A woman with Down Syndrome that I met a few years ago is getting married. I was so happy for her and immediately wrote my congratulations. She's a lovely woman, will make a lovely bride and the groom, a man I do not know, is a very lucky man. I scrolled away from that post to others and eventually took a highly scientific quiz to determine the name of my inner sprite. "Facebook keeps me informed," I tell people, when in fact its cheaper and more scientific that introspective therapy.
It was almost a day later when I realized that, for the first time, the news of a person with an intellectual disability getting engaged and looking forward to marriage, was just news. It wasn't long ago that any announcement of any kind of romantic relationship between those with intellectual disabilities would stop me in my tracks. It was big news. Not that the news of the woman that I've met getting married isn't big news, it is, of course, it's life changing news. But I mean BIG news, news that shocks rather than surprises.
I'm no longer shocked to see people with intellectual disabilities getting married.
I need to say that again.
I'm no longer shocked to hear about people with intellectual disabilities getting married.
I remember a young man named Dale who, when I was talking to him several years ago, distracted me simply because he was wearing a wedding ring. I couldn't take my eyes off it. I'd never seen one on a person with an intellectual disability. This was several years ago but not a long time ago.
That ring and these announcements and their resultant expectations are the result of a lot of different things. They are, of course, a testament to the parents who parented adults, parents who saw their child's potential to grow into relationships, parents who were willing to push by medical and societal predictions and prejudices and just parent the child that the got, not the child they were told they had. They are also a testament to those who supported these children as they grew into real adulthoods, a major victory, the teachers, and teacher's assistance, the direct support professionals, the behaviour therapists, the specialists and the generalists and everyone in between, who managed to dust off and actually use the tools that would lead to a real life in the real world.

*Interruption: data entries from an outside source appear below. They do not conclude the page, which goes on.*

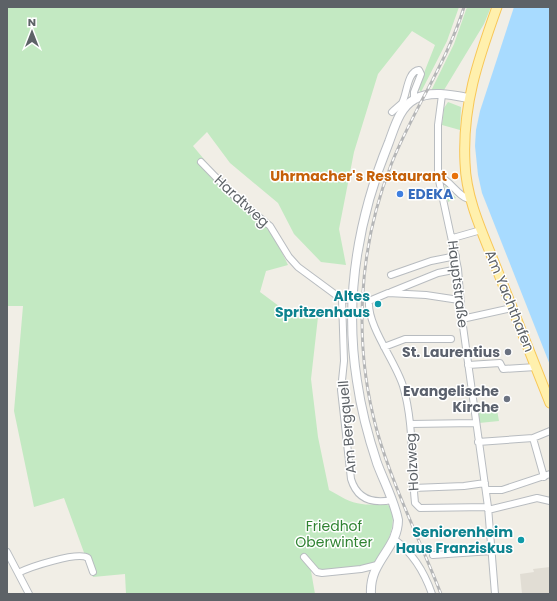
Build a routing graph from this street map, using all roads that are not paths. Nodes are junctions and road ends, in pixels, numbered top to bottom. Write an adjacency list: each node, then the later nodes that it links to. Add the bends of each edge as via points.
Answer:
1 (497, 7): 3 (main road, Am Yachthafen)
2 (442, 94): 3 (street); 4 (street); 7 (street, Hauptstraße, via 438,125)
3 (468, 98): 8 (main road, Am Yachthafen, via 465,159)
4 (414, 99): 5 (street, via 421,74 418,70 411,76 402,103); 16 (street, via 399,117 367,204 357,250)
5 (392, 112)
6 (201, 162): 15 (street, Hardtweg, via 238,200 270,226 288,257 298,267)
7 (438, 176): 8 (street, via 447,180 466,198); 10 (street, Hauptstraße)
8 (471, 199): 9 (main road, Am Yachthafen)
9 (481, 230): 10 (street); 18 (main road, Am Yachthafen)
10 (452, 238): 11 (street, Hauptstraße)
11 (456, 256): 12 (street, Hauptstraße); 13 (street, via 431,261)
12 (458, 269): 14 (street, via 438,273); 17 (street, Hauptstraße)
13 (391, 275)
14 (388, 293): 17 (street); 21 (street, Holzweg, via 369,301 370,312)
15 (342, 299): 16 (street); 34 (street, Am Bergquell, via 344,361 340,390 351,479 357,493 362,497 375,502)
16 (353, 300): 34 (street, via 354,354 360,401 369,439)
17 (459, 300): 19 (street, Hauptstraße)
18 (512, 308): 19 (street); 23 (main road, Am Yachthafen)
19 (462, 319): 22 (street, Hauptstraße)
20 (451, 339): 21 (street, via 405,340)
21 (384, 347): 26 (street, Holzweg, via 403,386)
22 (468, 363): 23 (street, via 500,363 503,369); 25 (street, Hauptstraße)
23 (536, 367): 24 (main road, Am Yachthafen)
24 (550, 403)
25 (476, 423): 26 (street); 29 (street, Hauptstraße)
26 (410, 424): 32 (street, Holzweg)
27 (550, 431): 28 (street)
28 (533, 438): 29 (street); 30 (street)
29 (478, 442): 31 (street, Hauptstraße)
30 (547, 476): 33 (street, via 502,490)
31 (485, 483): 32 (street); 33 (street, Hauptstraße)
32 (413, 488): 36 (street, Holzweg, via 415,503 420,508)
33 (486, 490): 36 (street, Hauptstraße)
34 (392, 500): 37 (street, via 398,520)
35 (550, 501): 36 (street, via 537,498)
36 (488, 509): 38 (street, Hauptstraße)
37 (394, 539): 42 (street); 47 (street, via 415,559 426,577)
38 (492, 551): 40 (street); 48 (street, Hauptstraße)
39 (7, 554): 44 (street)
40 (433, 555)
41 (304, 557): 42 (street, via 317,572 322,573)
42 (377, 565): 46 (street, via 371,582)
43 (93, 572): 44 (street, via 88,558 82,556 53,561)
44 (18, 573): 45 (street)
45 (29, 594)
46 (371, 594)
47 (432, 594)
48 (495, 594)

But most of all they are a testament to the driving force of the will and unbreakable hope of those with intellectual disabilities themselves. Throwing tantrums when treated with disrespect. Staring down the harsh glare of 'good enough' and demanding instead, 'better.' The grabbing of low set bar of expectation and pulling them up in an exercise of power that would change their lives.
Parents can prepare.
Support professionals can teach.
But people with intellectual disabilities do.
All are important, but it's the doing that damns the darkness.
Yes, it's the doing that damns the darkness.